*** Opening Study material ***
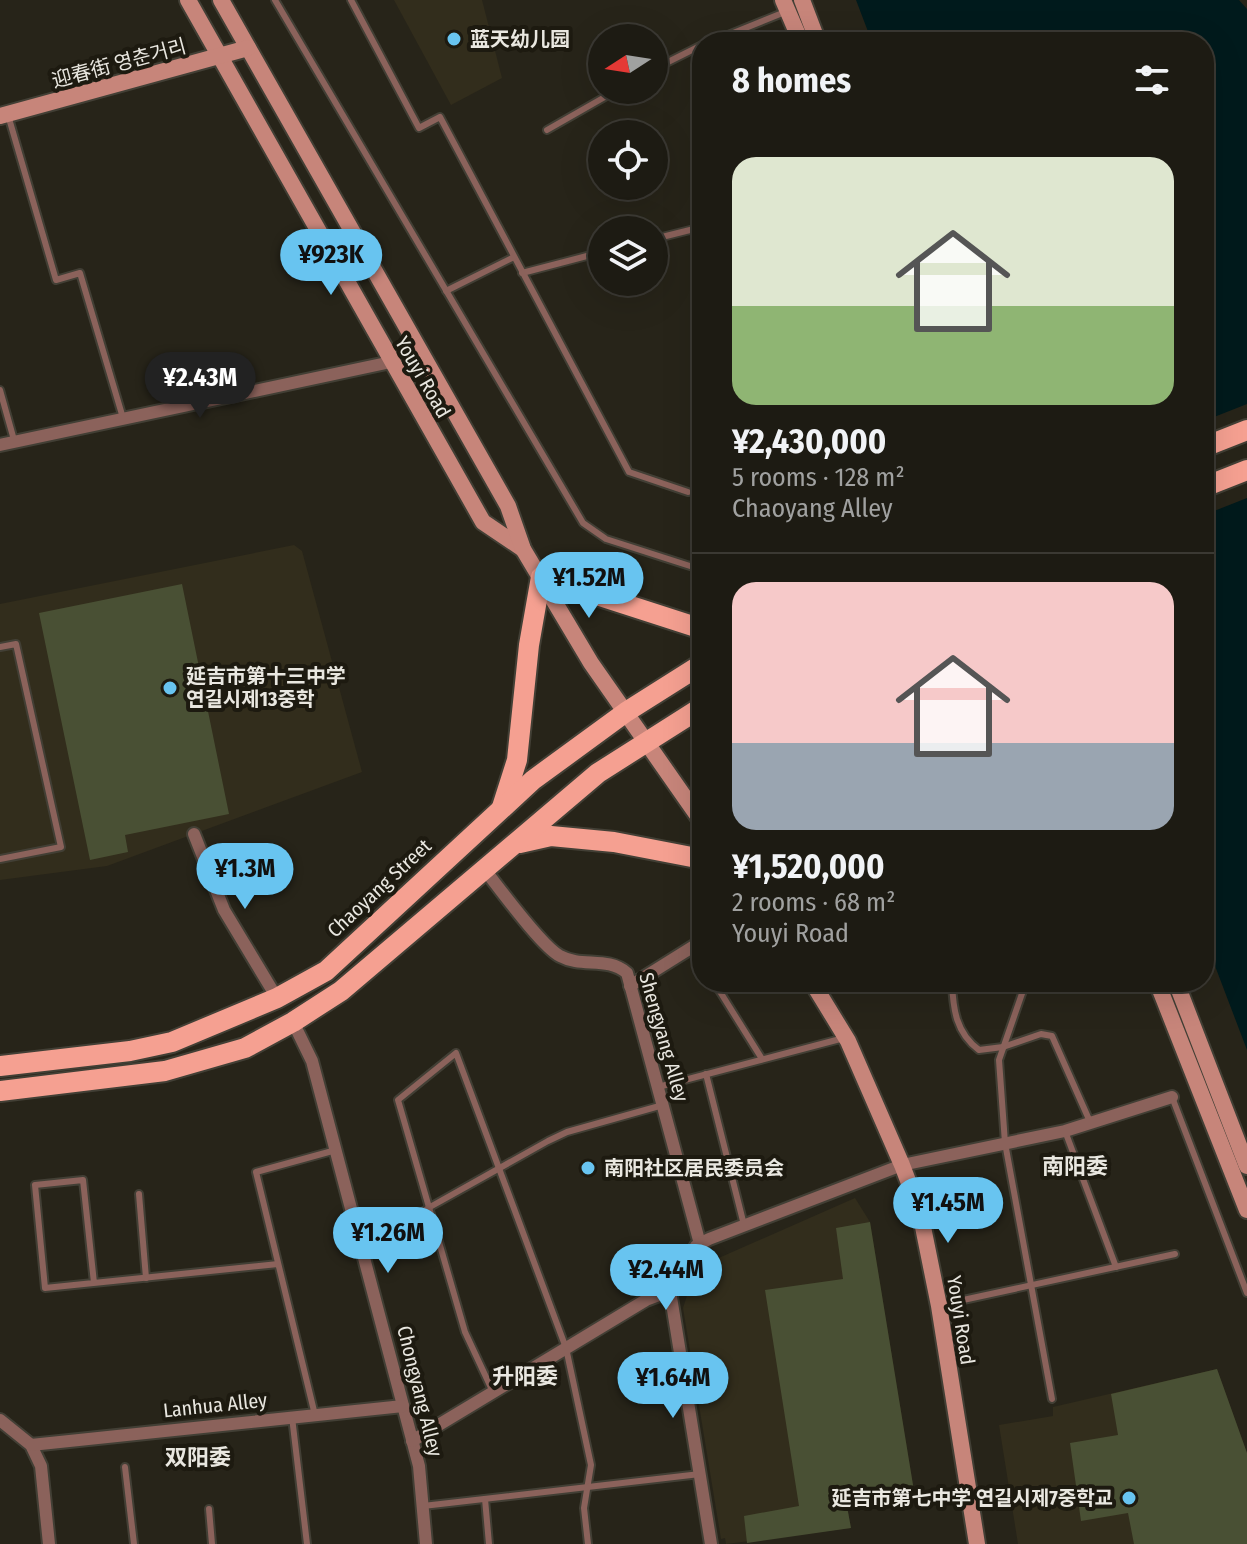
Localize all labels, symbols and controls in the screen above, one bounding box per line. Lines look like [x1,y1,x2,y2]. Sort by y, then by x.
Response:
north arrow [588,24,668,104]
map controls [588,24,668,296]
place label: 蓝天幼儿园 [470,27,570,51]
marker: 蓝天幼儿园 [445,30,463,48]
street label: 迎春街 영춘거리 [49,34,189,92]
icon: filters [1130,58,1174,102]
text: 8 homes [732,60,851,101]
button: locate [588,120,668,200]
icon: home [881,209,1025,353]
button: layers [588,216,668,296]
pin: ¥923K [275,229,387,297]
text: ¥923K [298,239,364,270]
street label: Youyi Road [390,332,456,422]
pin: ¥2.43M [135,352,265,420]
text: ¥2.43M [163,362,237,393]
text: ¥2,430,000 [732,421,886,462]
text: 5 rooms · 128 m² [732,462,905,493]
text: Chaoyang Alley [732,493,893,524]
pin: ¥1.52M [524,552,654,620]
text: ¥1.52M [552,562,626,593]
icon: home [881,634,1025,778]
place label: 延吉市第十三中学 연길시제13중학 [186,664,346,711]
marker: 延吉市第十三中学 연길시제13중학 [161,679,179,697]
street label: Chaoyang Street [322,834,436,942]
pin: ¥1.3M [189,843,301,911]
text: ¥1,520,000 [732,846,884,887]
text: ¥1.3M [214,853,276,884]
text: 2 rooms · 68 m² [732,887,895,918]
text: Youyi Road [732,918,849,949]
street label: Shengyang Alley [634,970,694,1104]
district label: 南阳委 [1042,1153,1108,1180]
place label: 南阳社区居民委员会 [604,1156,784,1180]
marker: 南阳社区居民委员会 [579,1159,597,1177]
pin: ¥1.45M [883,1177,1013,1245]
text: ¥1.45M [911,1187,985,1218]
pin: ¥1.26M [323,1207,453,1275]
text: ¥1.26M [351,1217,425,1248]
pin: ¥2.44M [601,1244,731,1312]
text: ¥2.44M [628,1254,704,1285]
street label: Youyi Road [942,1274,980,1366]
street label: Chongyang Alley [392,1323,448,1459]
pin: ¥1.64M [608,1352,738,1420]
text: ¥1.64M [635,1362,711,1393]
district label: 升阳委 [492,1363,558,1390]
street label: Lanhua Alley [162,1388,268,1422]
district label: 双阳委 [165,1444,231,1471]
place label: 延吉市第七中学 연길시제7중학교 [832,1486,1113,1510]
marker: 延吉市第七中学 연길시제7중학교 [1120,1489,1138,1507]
*** Closing Study material ***
**Your objective:** Using the records above, report each line that contains the word "street" by copying it.

**Task answer:**
street label: 迎春街 영춘거리 [49,34,189,92]
street label: Youyi Road [390,332,456,422]
street label: Chaoyang Street [322,834,436,942]
street label: Shengyang Alley [634,970,694,1104]
street label: Youyi Road [942,1274,980,1366]
street label: Chongyang Alley [392,1323,448,1459]
street label: Lanhua Alley [162,1388,268,1422]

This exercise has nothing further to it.